▶ Required work: Make an exact copy of the entries below and leave any picture out of it.

▶ Dataset excerpts:
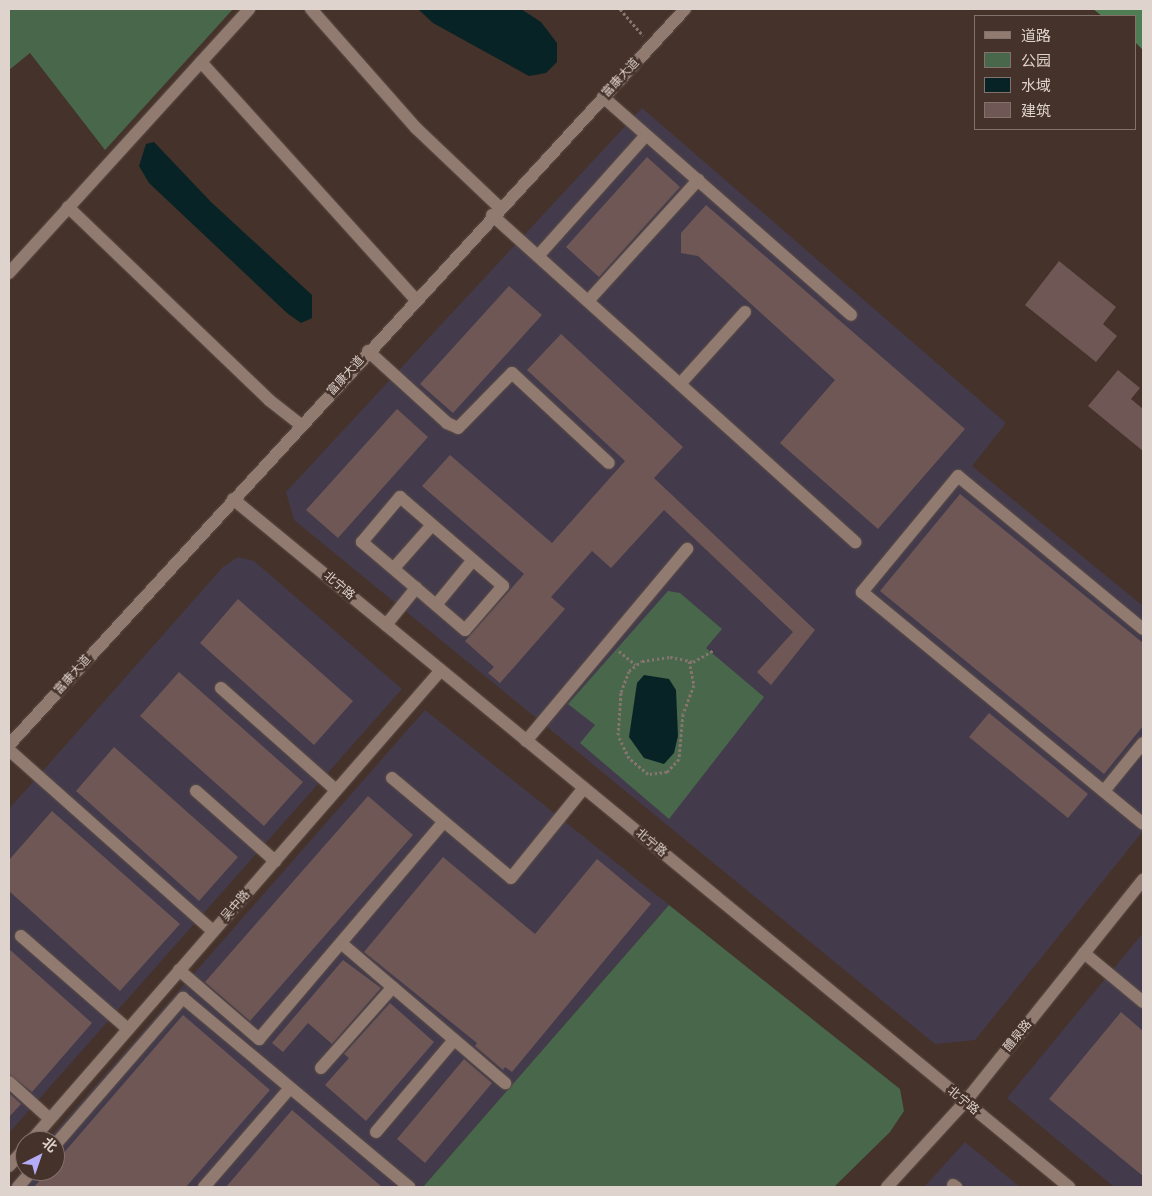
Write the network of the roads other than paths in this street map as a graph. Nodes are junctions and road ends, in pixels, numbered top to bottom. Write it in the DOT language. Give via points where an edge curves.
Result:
graph roads {
  1 [pos="249,9"];
  2 [pos="311,9"];
  3 [pos="685,9"];
  4 [pos="201,62"];
  5 [pos="603,97"];
  6 [pos="646,135"];
  7 [pos="698,180"];
  8 [pos="68,207"];
  9 [pos="496,211"];
  10 [pos="538,256"];
  11 [pos="9,273"];
  12 [pos="415,299"];
  13 [pos="588,301"];
  14 [pos="744,312"];
  15 [pos="851,315"];
  16 [pos="368,351"];
  17 [pos="680,384"];
  18 [pos="301,425"];
  19 [pos="609,463"];
  20 [pos="234,499"];
  21 [pos="432,525"];
  22 [pos="855,542"];
  23 [pos="687,549"];
  24 [pos="474,560"];
  25 [pos="394,568"];
  26 [pos="416,588"];
  27 [pos="436,604"];
  28 [pos="386,625"];
  29 [pos="1143,629"];
  30 [pos="441,670"];
  31 [pos="221,688"];
  32 [pos="526,741"];
  33 [pos="1143,744"];
  34 [pos="9,745"];
  35 [pos="9,750"];
  36 [pos="392,778"];
  37 [pos="584,788"];
  38 [pos="336,790"];
  39 [pos="196,791"];
  40 [pos="1104,791"];
  41 [pos="444,822"];
  42 [pos="1143,824"];
  43 [pos="275,861"];
  44 [pos="1143,880"];
  45 [pos="213,931"];
  46 [pos="21,936"];
  47 [pos="341,943"];
  48 [pos="1084,953"];
  49 [pos="179,970"];
  50 [pos="393,987"];
  51 [pos="1143,1002"];
  52 [pos="128,1029"];
  53 [pos="454,1040"];
  54 [pos="321,1068"];
  55 [pos="9,1082"];
  56 [pos="505,1083"];
  57 [pos="290,1088"];
  58 [pos="965,1102"];
  59 [pos="50,1118"];
  60 [pos="39,1131"];
  61 [pos="376,1132"];
  62 [pos="65,1134"];
  63 [pos="204,1187"];
  64 [pos="409,1187"];
  65 [pos="887,1187"];
  66 [pos="1069,1187"];
  1 -- 4 [label="street"];
  2 -- 9 [label="street" via="416,128"];
  3 -- 5 [label="street, 富康大道"];
  4 -- 8 [label="street"];
  4 -- 12 [label="street"];
  5 -- 6 [label="street"];
  5 -- 9 [label="street, 富康大道"];
  6 -- 7 [label="street"];
  6 -- 10 [label="street"];
  7 -- 13 [label="street"];
  7 -- 15 [label="street"];
  8 -- 11 [label="street"];
  8 -- 18 [label="street" via="269,400"];
  9 -- 10 [label="street"];
  9 -- 12 [label="street, 富康大道"];
  10 -- 13 [label="street"];
  12 -- 16 [label="street, 富康大道"];
  13 -- 17 [label="street"];
  14 -- 17 [label="street"];
  16 -- 18 [label="street, 富康大道"];
  16 -- 19 [label="street" via="447,423 458,428 512,373"];
  17 -- 22 [label="street"];
  18 -- 20 [label="street, 富康大道"];
  20 -- 28 [label="street, 北宁路"];
  20 -- 34 [label="street, 富康大道"];
  21 -- 24 [label="street"];
  21 -- 25 [label="street"];
  21 -- 25 [label="street" via="400,497 362,542"];
  23 -- 32 [label="street"];
  24 -- 27 [label="street"];
  24 -- 27 [label="street" via="503,586 465,630"];
  25 -- 26 [label="street"];
  26 -- 27 [label="street"];
  26 -- 28 [label="street"];
  28 -- 30 [label="street, 北宁路"];
  29 -- 40 [label="street" via="958,476 862,592"];
  30 -- 32 [label="street, 北宁路"];
  30 -- 38 [label="street, 吴中路"];
  31 -- 38 [label="street"];
  32 -- 37 [label="street, 北宁路"];
  33 -- 40 [label="street"];
  35 -- 45 [label="street"];
  36 -- 41 [label="street"];
  37 -- 41 [label="street" via="511,878"];
  37 -- 58 [label="street, 北宁路"];
  38 -- 43 [label="street, 吴中路"];
  39 -- 43 [label="street"];
  40 -- 42 [label="street"];
  41 -- 47 [label="street"];
  43 -- 45 [label="street, 吴中路"];
  44 -- 48 [label="street, 醴泉路"];
  45 -- 49 [label="street, 吴中路"];
  46 -- 52 [label="street"];
  47 -- 49 [label="street" via="259,1039"];
  47 -- 50 [label="street"];
  48 -- 51 [label="street"];
  48 -- 58 [label="street, 醴泉路"];
  49 -- 52 [label="street, 吴中路"];
  50 -- 53 [label="street"];
  50 -- 54 [label="street"];
  52 -- 59 [label="street, 吴中路"];
  53 -- 56 [label="street"];
  53 -- 61 [label="street"];
  55 -- 59 [label="street"];
  57 -- 62 [label="street" via="183,998"];
  57 -- 63 [label="street"];
  57 -- 64 [label="street"];
  58 -- 65 [label="street, 醴泉路"];
  58 -- 66 [label="street, 北宁路"];
  59 -- 60 [label="street, 吴中路"];
}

▶ Answer for this exercise:
Write the network of the roads other than paths in this street map as a graph. Nodes are junctions and road ends, in pixels, numbered top to bottom. Write it in the DOT language. Give via points where an edge curves.
Result:
graph roads {
  1 [pos="249,9"];
  2 [pos="311,9"];
  3 [pos="685,9"];
  4 [pos="201,62"];
  5 [pos="603,97"];
  6 [pos="646,135"];
  7 [pos="698,180"];
  8 [pos="68,207"];
  9 [pos="496,211"];
  10 [pos="538,256"];
  11 [pos="9,273"];
  12 [pos="415,299"];
  13 [pos="588,301"];
  14 [pos="744,312"];
  15 [pos="851,315"];
  16 [pos="368,351"];
  17 [pos="680,384"];
  18 [pos="301,425"];
  19 [pos="609,463"];
  20 [pos="234,499"];
  21 [pos="432,525"];
  22 [pos="855,542"];
  23 [pos="687,549"];
  24 [pos="474,560"];
  25 [pos="394,568"];
  26 [pos="416,588"];
  27 [pos="436,604"];
  28 [pos="386,625"];
  29 [pos="1143,629"];
  30 [pos="441,670"];
  31 [pos="221,688"];
  32 [pos="526,741"];
  33 [pos="1143,744"];
  34 [pos="9,745"];
  35 [pos="9,750"];
  36 [pos="392,778"];
  37 [pos="584,788"];
  38 [pos="336,790"];
  39 [pos="196,791"];
  40 [pos="1104,791"];
  41 [pos="444,822"];
  42 [pos="1143,824"];
  43 [pos="275,861"];
  44 [pos="1143,880"];
  45 [pos="213,931"];
  46 [pos="21,936"];
  47 [pos="341,943"];
  48 [pos="1084,953"];
  49 [pos="179,970"];
  50 [pos="393,987"];
  51 [pos="1143,1002"];
  52 [pos="128,1029"];
  53 [pos="454,1040"];
  54 [pos="321,1068"];
  55 [pos="9,1082"];
  56 [pos="505,1083"];
  57 [pos="290,1088"];
  58 [pos="965,1102"];
  59 [pos="50,1118"];
  60 [pos="39,1131"];
  61 [pos="376,1132"];
  62 [pos="65,1134"];
  63 [pos="204,1187"];
  64 [pos="409,1187"];
  65 [pos="887,1187"];
  66 [pos="1069,1187"];
  1 -- 4 [label="street"];
  2 -- 9 [label="street" via="416,128"];
  3 -- 5 [label="street, 富康大道"];
  4 -- 8 [label="street"];
  4 -- 12 [label="street"];
  5 -- 6 [label="street"];
  5 -- 9 [label="street, 富康大道"];
  6 -- 7 [label="street"];
  6 -- 10 [label="street"];
  7 -- 13 [label="street"];
  7 -- 15 [label="street"];
  8 -- 11 [label="street"];
  8 -- 18 [label="street" via="269,400"];
  9 -- 10 [label="street"];
  9 -- 12 [label="street, 富康大道"];
  10 -- 13 [label="street"];
  12 -- 16 [label="street, 富康大道"];
  13 -- 17 [label="street"];
  14 -- 17 [label="street"];
  16 -- 18 [label="street, 富康大道"];
  16 -- 19 [label="street" via="447,423 458,428 512,373"];
  17 -- 22 [label="street"];
  18 -- 20 [label="street, 富康大道"];
  20 -- 28 [label="street, 北宁路"];
  20 -- 34 [label="street, 富康大道"];
  21 -- 24 [label="street"];
  21 -- 25 [label="street"];
  21 -- 25 [label="street" via="400,497 362,542"];
  23 -- 32 [label="street"];
  24 -- 27 [label="street"];
  24 -- 27 [label="street" via="503,586 465,630"];
  25 -- 26 [label="street"];
  26 -- 27 [label="street"];
  26 -- 28 [label="street"];
  28 -- 30 [label="street, 北宁路"];
  29 -- 40 [label="street" via="958,476 862,592"];
  30 -- 32 [label="street, 北宁路"];
  30 -- 38 [label="street, 吴中路"];
  31 -- 38 [label="street"];
  32 -- 37 [label="street, 北宁路"];
  33 -- 40 [label="street"];
  35 -- 45 [label="street"];
  36 -- 41 [label="street"];
  37 -- 41 [label="street" via="511,878"];
  37 -- 58 [label="street, 北宁路"];
  38 -- 43 [label="street, 吴中路"];
  39 -- 43 [label="street"];
  40 -- 42 [label="street"];
  41 -- 47 [label="street"];
  43 -- 45 [label="street, 吴中路"];
  44 -- 48 [label="street, 醴泉路"];
  45 -- 49 [label="street, 吴中路"];
  46 -- 52 [label="street"];
  47 -- 49 [label="street" via="259,1039"];
  47 -- 50 [label="street"];
  48 -- 51 [label="street"];
  48 -- 58 [label="street, 醴泉路"];
  49 -- 52 [label="street, 吴中路"];
  50 -- 53 [label="street"];
  50 -- 54 [label="street"];
  52 -- 59 [label="street, 吴中路"];
  53 -- 56 [label="street"];
  53 -- 61 [label="street"];
  55 -- 59 [label="street"];
  57 -- 62 [label="street" via="183,998"];
  57 -- 63 [label="street"];
  57 -- 64 [label="street"];
  58 -- 65 [label="street, 醴泉路"];
  58 -- 66 [label="street, 北宁路"];
  59 -- 60 [label="street, 吴中路"];
}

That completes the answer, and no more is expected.